▶ [Data for processing]:

+++++

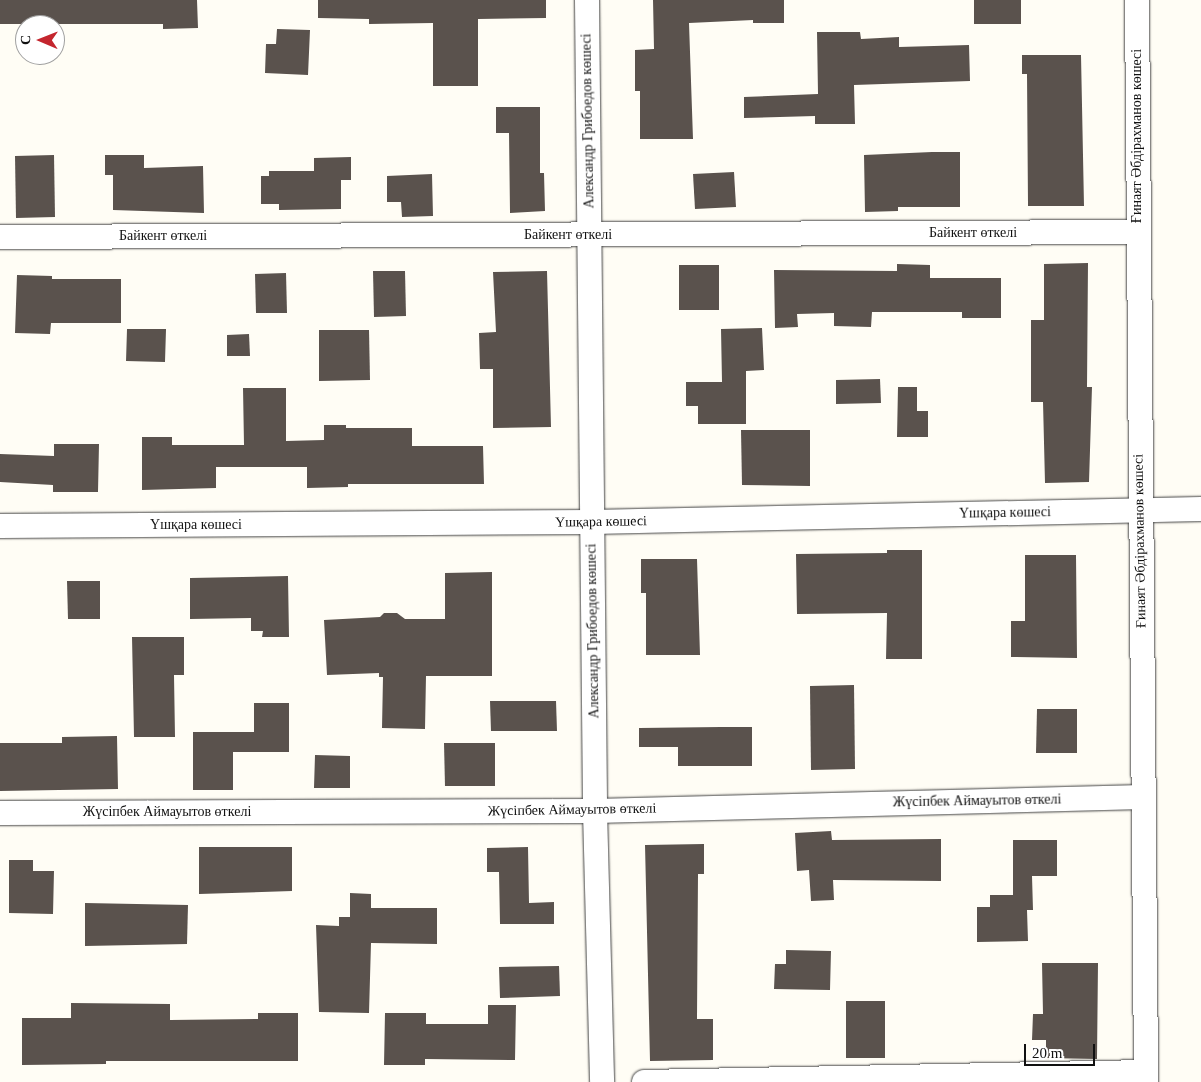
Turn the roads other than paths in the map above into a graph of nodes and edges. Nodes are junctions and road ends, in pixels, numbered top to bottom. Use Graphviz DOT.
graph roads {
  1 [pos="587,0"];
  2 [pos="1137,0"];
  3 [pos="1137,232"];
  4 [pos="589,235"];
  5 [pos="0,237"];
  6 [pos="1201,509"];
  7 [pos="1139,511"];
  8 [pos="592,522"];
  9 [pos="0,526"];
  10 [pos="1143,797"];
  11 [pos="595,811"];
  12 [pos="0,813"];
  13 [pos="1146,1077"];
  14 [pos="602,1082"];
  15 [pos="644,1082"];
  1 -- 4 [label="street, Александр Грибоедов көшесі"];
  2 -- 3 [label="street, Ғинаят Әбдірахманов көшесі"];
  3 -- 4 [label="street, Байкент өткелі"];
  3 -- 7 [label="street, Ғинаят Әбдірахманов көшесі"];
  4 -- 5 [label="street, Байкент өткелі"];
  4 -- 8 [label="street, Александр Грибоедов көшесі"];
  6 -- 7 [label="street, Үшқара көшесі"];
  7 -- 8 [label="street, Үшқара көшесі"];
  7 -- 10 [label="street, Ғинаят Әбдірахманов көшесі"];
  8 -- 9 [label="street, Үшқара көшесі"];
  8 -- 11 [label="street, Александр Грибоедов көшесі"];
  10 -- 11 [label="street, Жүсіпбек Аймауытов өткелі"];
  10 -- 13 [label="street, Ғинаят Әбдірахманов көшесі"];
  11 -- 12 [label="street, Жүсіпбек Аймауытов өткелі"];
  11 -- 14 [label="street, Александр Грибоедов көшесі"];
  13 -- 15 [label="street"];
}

+++++

▶ [Work instructions]: Leave the pictures out and set down the rest of the listing above exactly.

▶ [Answer for this exercise]:
Turn the roads other than paths in the map above into a graph of nodes and edges. Nodes are junctions and road ends, in pixels, numbered top to bottom. Use Graphviz DOT.
graph roads {
  1 [pos="587,0"];
  2 [pos="1137,0"];
  3 [pos="1137,232"];
  4 [pos="589,235"];
  5 [pos="0,237"];
  6 [pos="1201,509"];
  7 [pos="1139,511"];
  8 [pos="592,522"];
  9 [pos="0,526"];
  10 [pos="1143,797"];
  11 [pos="595,811"];
  12 [pos="0,813"];
  13 [pos="1146,1077"];
  14 [pos="602,1082"];
  15 [pos="644,1082"];
  1 -- 4 [label="street, Александр Грибоедов көшесі"];
  2 -- 3 [label="street, Ғинаят Әбдірахманов көшесі"];
  3 -- 4 [label="street, Байкент өткелі"];
  3 -- 7 [label="street, Ғинаят Әбдірахманов көшесі"];
  4 -- 5 [label="street, Байкент өткелі"];
  4 -- 8 [label="street, Александр Грибоедов көшесі"];
  6 -- 7 [label="street, Үшқара көшесі"];
  7 -- 8 [label="street, Үшқара көшесі"];
  7 -- 10 [label="street, Ғинаят Әбдірахманов көшесі"];
  8 -- 9 [label="street, Үшқара көшесі"];
  8 -- 11 [label="street, Александр Грибоедов көшесі"];
  10 -- 11 [label="street, Жүсіпбек Аймауытов өткелі"];
  10 -- 13 [label="street, Ғинаят Әбдірахманов көшесі"];
  11 -- 12 [label="street, Жүсіпбек Аймауытов өткелі"];
  11 -- 14 [label="street, Александр Грибоедов көшесі"];
  13 -- 15 [label="street"];
}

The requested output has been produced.